Dbeibah’s Sept. 14 decree, seen by Bloomberg on Sunday, effectively nullifies a decision late last month by Oil Minister Mohamed Oun to suspend the National Oil Corp.’s chairman, Mustafa Sanalla.
Oun claimed that Sanalla had traveled abroad without approval -- a “violation” of ministry policy. But the move was widely seen as an example of Libya’s convoluted politics and a tussle between vying institutions that risked causing a slump in the nation’s crude production.
The jostling is in part a consequence of a decade of conflict and rival governments in a country that sits on Africa’s largest crude reserves.

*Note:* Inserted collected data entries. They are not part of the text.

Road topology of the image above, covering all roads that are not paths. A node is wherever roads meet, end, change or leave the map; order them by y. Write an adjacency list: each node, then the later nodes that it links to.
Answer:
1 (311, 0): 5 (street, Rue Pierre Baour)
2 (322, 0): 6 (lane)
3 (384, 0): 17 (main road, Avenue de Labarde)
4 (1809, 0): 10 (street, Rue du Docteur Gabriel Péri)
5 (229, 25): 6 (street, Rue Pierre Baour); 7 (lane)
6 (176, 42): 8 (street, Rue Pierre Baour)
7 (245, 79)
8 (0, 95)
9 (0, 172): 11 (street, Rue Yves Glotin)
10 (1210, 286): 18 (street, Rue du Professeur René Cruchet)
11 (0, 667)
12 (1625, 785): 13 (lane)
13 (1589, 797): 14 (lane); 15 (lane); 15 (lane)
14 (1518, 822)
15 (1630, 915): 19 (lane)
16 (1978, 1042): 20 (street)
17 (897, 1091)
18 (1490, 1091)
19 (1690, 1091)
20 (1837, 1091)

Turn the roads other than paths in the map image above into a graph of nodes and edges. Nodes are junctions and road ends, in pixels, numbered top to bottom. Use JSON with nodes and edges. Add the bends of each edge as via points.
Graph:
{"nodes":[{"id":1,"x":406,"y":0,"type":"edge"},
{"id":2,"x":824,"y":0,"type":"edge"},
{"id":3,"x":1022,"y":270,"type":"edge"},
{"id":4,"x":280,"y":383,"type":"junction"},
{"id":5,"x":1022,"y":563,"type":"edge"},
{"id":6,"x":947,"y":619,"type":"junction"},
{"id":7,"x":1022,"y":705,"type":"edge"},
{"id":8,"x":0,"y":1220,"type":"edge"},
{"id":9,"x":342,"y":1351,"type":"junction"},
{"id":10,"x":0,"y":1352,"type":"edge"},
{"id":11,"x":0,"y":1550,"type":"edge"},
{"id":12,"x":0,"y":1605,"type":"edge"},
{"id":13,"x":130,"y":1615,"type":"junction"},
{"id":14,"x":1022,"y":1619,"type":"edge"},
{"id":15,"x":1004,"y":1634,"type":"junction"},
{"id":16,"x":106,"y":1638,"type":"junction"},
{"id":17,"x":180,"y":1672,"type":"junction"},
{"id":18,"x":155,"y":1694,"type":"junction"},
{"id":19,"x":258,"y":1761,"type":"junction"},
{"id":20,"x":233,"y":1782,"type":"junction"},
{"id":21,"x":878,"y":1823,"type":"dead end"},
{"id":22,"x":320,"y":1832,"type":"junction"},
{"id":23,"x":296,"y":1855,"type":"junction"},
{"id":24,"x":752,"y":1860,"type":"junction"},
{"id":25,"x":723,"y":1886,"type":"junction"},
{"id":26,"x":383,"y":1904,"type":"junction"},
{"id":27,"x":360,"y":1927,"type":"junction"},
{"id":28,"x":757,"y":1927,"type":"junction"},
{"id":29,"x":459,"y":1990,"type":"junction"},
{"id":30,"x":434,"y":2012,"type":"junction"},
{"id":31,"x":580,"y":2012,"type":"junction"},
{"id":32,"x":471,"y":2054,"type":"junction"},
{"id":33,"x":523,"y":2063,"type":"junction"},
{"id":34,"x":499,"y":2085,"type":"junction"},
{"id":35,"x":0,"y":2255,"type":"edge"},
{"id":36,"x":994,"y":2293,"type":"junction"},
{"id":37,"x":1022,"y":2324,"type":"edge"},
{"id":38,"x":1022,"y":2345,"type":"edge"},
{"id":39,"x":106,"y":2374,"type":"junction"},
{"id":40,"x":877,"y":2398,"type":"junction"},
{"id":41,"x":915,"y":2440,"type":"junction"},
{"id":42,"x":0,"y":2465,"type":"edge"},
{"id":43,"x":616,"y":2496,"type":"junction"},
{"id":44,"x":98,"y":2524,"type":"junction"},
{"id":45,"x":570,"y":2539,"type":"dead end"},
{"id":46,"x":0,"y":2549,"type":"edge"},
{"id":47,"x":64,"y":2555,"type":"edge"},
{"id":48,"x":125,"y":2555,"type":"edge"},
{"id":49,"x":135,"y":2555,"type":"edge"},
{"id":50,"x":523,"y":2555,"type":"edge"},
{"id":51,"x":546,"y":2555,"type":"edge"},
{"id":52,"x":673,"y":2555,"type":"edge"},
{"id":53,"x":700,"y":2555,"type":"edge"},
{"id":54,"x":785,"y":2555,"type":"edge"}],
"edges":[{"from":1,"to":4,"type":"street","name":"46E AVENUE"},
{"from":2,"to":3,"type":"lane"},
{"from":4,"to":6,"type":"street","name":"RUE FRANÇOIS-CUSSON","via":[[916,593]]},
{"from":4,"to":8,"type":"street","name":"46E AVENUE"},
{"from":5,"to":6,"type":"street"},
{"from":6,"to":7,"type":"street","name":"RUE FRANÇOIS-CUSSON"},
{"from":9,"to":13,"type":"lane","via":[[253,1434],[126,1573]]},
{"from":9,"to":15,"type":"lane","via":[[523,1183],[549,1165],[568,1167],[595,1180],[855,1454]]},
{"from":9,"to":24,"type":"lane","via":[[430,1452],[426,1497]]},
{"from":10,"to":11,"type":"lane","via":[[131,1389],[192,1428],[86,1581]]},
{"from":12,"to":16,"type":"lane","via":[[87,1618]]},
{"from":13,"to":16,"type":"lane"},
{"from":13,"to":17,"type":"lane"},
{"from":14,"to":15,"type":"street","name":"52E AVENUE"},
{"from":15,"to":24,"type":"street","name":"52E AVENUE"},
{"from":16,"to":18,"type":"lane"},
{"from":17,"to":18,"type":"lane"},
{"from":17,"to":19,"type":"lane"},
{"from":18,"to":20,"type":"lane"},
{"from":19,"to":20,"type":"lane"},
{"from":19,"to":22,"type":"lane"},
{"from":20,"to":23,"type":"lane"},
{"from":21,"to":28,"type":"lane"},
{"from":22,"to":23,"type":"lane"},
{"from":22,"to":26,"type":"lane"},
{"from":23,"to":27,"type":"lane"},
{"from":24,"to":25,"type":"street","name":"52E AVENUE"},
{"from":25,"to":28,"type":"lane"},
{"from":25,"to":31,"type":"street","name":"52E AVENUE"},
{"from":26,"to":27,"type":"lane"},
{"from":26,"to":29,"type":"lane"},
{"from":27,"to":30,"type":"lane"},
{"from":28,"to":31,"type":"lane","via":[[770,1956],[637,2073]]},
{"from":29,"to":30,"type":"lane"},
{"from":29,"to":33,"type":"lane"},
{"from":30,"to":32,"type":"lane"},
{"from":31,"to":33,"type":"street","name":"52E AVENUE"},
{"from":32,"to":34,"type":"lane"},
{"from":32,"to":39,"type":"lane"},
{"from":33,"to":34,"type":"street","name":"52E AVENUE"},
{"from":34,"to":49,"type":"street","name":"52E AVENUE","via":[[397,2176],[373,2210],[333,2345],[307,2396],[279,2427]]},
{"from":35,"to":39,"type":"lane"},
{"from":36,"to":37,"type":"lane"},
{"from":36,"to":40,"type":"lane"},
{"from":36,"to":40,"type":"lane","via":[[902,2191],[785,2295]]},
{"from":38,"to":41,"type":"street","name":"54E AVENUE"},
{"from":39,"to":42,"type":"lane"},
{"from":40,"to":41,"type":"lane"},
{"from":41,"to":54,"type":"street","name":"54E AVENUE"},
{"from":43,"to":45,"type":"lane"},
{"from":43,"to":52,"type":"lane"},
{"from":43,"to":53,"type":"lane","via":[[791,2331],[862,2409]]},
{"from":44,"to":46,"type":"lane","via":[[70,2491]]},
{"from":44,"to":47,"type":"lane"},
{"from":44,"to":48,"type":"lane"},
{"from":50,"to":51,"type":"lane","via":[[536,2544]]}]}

Sanalla, who’s held his post since 2014, has sought to keep the NOC out of the political fray that emerged amid a conflict between rival governments in the east and the west. The NOC head has effectively run the oil sector for years, including signing deals with international companies and representing Libya at Organization of Petroleum Exporting Countries.
While a United Nations-brokered deal led to the establishment of a unity government in March, that cohesion has yet to filter down to the various state institutions. The tensions are testing efforts to rebuild a nation mired in conflict since the 2011 ouster and killing of longtime leader Moammar Qaddafi.
Oun, who assumed his post in March as the first Libyan oil minister in seven years, wants the NOC’s board to be changed and Sanalla removed. The re-establishment of the oil ministry created administrative overlap with the NOC, resulting in ambiguity over who’s best equipped to run the vital sector.
Protests
Relative political stability since the formation of the unity government has resulted in crude output hovering at almost 1.2 million barrels per day.
Protesters, however, recently briefly halted oil exports from three key terminals in the east, while others have also threatened to shut down fields such as Sharara, the nation’s largest. That signals how easily the situation in Libya can change.
Ensuring a stable flow of oil is pivotal for Libya’s political reconciliation and economic rebuilding efforts. Revenue from crude sales is the country’s main source of foreign income. Interrupting that cash flow could undermine political stability, including much-anticipated December elections.